During execution, each step of the execution plan is dispatched serially to a manager that's responsible for carrying out that type of command. For example, a data definition command (in DDL), such as CREATE TABLE, is dispatched to the DDL manager. DML statements, such as SELECT, UPDATE, INSERT, and DELETE, go to the DML manager. Miscellaneous commands, such as DBCC and WAITFOR, go to the utility manager. Calls to stored procedures (for example, EXEC sp_who) are dispatched to the stored procedure manager. A statement with an explicit BEGIN TRAN interacts directly with the transaction manager.

Contrary to what you might think, the execution plans for stored procedures and functions are not permanently stored on disk. (This is a feature—the execution plan is relatively dynamic.) Think for a moment about why it's important for the execution plan to be dynamic. As new indexes are added, preexisting indexes are dropped, constraints are added or changed, and triggers are added or changed; or as the amount of data changes, the plan can easily become obsolete.

So, what's stored about a stored procedure or function?

The SQL statements that were used to create the routine are stored in the system table syscomments. The first time a routine is executed after SQL Server was last restarted, the SQL text is retrieved and an execution plan is compiled. The execution plan is then cached in SQL Server's memory, and it remains there for possible reuse until it's forced out in a least recently used (LRU) manner. We'll look at more details about the SQL Server's caching mechanism and when plans are forced out of cache in Chapter 15.

Hence, a subsequent execution of the routine can skip not only step 1, parsing, but also step 2, compiling, and go directly to step 3, execution. Steps 1 and 2 always add some overhead and can sometimes be as costly as actually executing the commands. Obviously, if you can eliminate the first two steps in a three-step process, you've done well. That's what the stored routines let you do. Note that most of this discussion of routines applies to triggers as well as to stored procedures and functions, even though triggers are not listed in the SCHEMA VIEW called ROUTINES.

When you execute a routine, if a valid execution plan exists in the procedure cache, it will be used (eliminating the parsing and compiling steps). When the server is restarted, no execution plans will be in the cache; so the first time the server is restarted, routines will all be compiled the first time they are executed.

TIP
You can preload your procedure cache with execution plans for routines by defining a startup stored procedure that executes the routines you want to have compiled and cached.

After a routine executes, its plan remains in the cache and is reused the next time any connection executes the same routine. In addition, because multiple connections might try to execute the same plan concurrently, a part of the plan (called the shareable portion) is reentrant. Each concurrent user of that plan also requires an execution context. If you think of this in traditional programming terms, this execution context is needed to contain the dirty data.

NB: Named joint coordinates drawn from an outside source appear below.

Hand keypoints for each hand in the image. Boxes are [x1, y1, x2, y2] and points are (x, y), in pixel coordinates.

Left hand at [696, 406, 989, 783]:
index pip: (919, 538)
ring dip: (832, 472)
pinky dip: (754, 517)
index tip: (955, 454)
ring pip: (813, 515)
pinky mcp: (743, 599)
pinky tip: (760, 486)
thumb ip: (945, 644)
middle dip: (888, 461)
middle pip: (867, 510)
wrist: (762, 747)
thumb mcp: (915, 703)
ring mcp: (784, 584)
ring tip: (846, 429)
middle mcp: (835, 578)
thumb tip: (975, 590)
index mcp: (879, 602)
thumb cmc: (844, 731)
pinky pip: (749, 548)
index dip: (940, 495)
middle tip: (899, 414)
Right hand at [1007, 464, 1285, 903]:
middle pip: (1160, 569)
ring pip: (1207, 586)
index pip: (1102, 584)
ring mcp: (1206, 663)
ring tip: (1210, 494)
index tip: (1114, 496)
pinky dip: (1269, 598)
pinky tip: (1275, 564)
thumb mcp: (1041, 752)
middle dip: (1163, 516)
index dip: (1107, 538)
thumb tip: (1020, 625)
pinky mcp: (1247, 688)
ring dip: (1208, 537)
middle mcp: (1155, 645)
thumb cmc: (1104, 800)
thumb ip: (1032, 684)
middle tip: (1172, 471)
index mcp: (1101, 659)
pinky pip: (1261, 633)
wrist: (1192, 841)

The execution context tends to be fairly small compared to the plans. The execution contexts are themselves serially reusable for certain plans that don't contain special operators. Figures 11-1 and 11-2 show execution with and without a stored routine.

click to view at full size.

Figure 11-1. Efficient execution using a stored routine.

click to view at full size.

Figure 11-2. Less efficient execution with an ad hoc query.

In Chapter 15, you'll see that even ad hoc queries do not need to be recompiled every time they're run. But when and how their plans are stored and reused is not nearly as predictable as with stored routines. In addition, you have little explicit control over the recompilation of ad hoc queries.

Step Four: Recompile Execution Plans

By now, it should be clear that the SQL code for routines persists in the database but execution plans don't. Execution plans are cached in memory. But sometimes they can be invalidated and a new plan generated.

So, when is a new execution plan compiled?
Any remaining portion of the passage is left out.